**HOW TO COMPLETE THIS TASK:** Each record needs to be echoed exactly; can you do that?

DATA TO USE section start

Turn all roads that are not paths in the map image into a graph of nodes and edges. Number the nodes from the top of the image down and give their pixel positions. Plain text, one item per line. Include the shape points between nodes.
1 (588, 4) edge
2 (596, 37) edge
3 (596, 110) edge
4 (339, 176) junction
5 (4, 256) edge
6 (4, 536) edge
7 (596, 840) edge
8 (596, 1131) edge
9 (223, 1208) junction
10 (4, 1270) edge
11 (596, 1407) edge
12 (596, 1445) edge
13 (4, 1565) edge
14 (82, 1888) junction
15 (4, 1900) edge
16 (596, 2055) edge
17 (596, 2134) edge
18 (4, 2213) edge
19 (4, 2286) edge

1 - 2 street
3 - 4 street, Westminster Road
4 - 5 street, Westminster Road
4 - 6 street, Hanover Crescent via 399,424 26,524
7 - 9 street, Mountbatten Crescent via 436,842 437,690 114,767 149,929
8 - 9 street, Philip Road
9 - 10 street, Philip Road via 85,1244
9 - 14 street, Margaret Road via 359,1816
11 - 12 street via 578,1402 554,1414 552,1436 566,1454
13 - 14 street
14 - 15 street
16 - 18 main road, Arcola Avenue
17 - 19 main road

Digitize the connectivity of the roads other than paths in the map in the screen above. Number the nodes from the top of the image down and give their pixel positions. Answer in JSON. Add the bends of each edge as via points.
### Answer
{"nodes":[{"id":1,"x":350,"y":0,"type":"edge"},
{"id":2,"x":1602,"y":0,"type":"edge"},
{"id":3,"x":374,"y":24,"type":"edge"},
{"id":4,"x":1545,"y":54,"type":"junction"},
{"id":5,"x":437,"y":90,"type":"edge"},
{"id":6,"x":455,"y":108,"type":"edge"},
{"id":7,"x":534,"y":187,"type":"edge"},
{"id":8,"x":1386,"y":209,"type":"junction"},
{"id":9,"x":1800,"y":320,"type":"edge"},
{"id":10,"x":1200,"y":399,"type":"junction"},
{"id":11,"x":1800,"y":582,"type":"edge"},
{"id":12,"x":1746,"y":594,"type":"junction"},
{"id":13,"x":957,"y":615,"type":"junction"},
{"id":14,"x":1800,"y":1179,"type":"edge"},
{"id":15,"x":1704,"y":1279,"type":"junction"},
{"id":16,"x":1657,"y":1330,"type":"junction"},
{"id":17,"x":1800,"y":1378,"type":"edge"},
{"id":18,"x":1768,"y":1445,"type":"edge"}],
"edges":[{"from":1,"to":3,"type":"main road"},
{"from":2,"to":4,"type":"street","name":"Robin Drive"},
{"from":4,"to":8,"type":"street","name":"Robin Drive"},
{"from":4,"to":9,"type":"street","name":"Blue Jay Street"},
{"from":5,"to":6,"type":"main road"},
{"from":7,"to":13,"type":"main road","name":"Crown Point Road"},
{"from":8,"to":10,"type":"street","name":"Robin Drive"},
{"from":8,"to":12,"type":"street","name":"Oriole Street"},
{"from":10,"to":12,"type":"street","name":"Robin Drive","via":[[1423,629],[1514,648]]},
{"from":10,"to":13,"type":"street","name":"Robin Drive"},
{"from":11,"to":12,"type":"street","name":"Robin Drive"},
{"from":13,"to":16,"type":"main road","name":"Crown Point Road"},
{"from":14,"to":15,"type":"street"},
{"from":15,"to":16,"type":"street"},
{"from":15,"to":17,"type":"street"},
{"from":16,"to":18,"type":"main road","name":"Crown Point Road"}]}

DATA TO USE section end

**SOLUTION TO THE EXERCISE:**
Turn all roads that are not paths in the map image into a graph of nodes and edges. Number the nodes from the top of the image down and give their pixel positions. Plain text, one item per line. Include the shape points between nodes.
1 (588, 4) edge
2 (596, 37) edge
3 (596, 110) edge
4 (339, 176) junction
5 (4, 256) edge
6 (4, 536) edge
7 (596, 840) edge
8 (596, 1131) edge
9 (223, 1208) junction
10 (4, 1270) edge
11 (596, 1407) edge
12 (596, 1445) edge
13 (4, 1565) edge
14 (82, 1888) junction
15 (4, 1900) edge
16 (596, 2055) edge
17 (596, 2134) edge
18 (4, 2213) edge
19 (4, 2286) edge

1 - 2 street
3 - 4 street, Westminster Road
4 - 5 street, Westminster Road
4 - 6 street, Hanover Crescent via 399,424 26,524
7 - 9 street, Mountbatten Crescent via 436,842 437,690 114,767 149,929
8 - 9 street, Philip Road
9 - 10 street, Philip Road via 85,1244
9 - 14 street, Margaret Road via 359,1816
11 - 12 street via 578,1402 554,1414 552,1436 566,1454
13 - 14 street
14 - 15 street
16 - 18 main road, Arcola Avenue
17 - 19 main road

Digitize the connectivity of the roads other than paths in the map in the screen above. Number the nodes from the top of the image down and give their pixel positions. Answer in JSON. Add the bends of each edge as via points.
### Answer
{"nodes":[{"id":1,"x":350,"y":0,"type":"edge"},
{"id":2,"x":1602,"y":0,"type":"edge"},
{"id":3,"x":374,"y":24,"type":"edge"},
{"id":4,"x":1545,"y":54,"type":"junction"},
{"id":5,"x":437,"y":90,"type":"edge"},
{"id":6,"x":455,"y":108,"type":"edge"},
{"id":7,"x":534,"y":187,"type":"edge"},
{"id":8,"x":1386,"y":209,"type":"junction"},
{"id":9,"x":1800,"y":320,"type":"edge"},
{"id":10,"x":1200,"y":399,"type":"junction"},
{"id":11,"x":1800,"y":582,"type":"edge"},
{"id":12,"x":1746,"y":594,"type":"junction"},
{"id":13,"x":957,"y":615,"type":"junction"},
{"id":14,"x":1800,"y":1179,"type":"edge"},
{"id":15,"x":1704,"y":1279,"type":"junction"},
{"id":16,"x":1657,"y":1330,"type":"junction"},
{"id":17,"x":1800,"y":1378,"type":"edge"},
{"id":18,"x":1768,"y":1445,"type":"edge"}],
"edges":[{"from":1,"to":3,"type":"main road"},
{"from":2,"to":4,"type":"street","name":"Robin Drive"},
{"from":4,"to":8,"type":"street","name":"Robin Drive"},
{"from":4,"to":9,"type":"street","name":"Blue Jay Street"},
{"from":5,"to":6,"type":"main road"},
{"from":7,"to":13,"type":"main road","name":"Crown Point Road"},
{"from":8,"to":10,"type":"street","name":"Robin Drive"},
{"from":8,"to":12,"type":"street","name":"Oriole Street"},
{"from":10,"to":12,"type":"street","name":"Robin Drive","via":[[1423,629],[1514,648]]},
{"from":10,"to":13,"type":"street","name":"Robin Drive"},
{"from":11,"to":12,"type":"street","name":"Robin Drive"},
{"from":13,"to":16,"type":"main road","name":"Crown Point Road"},
{"from":14,"to":15,"type":"street"},
{"from":15,"to":16,"type":"street"},
{"from":15,"to":17,"type":"street"},
{"from":16,"to":18,"type":"main road","name":"Crown Point Road"}]}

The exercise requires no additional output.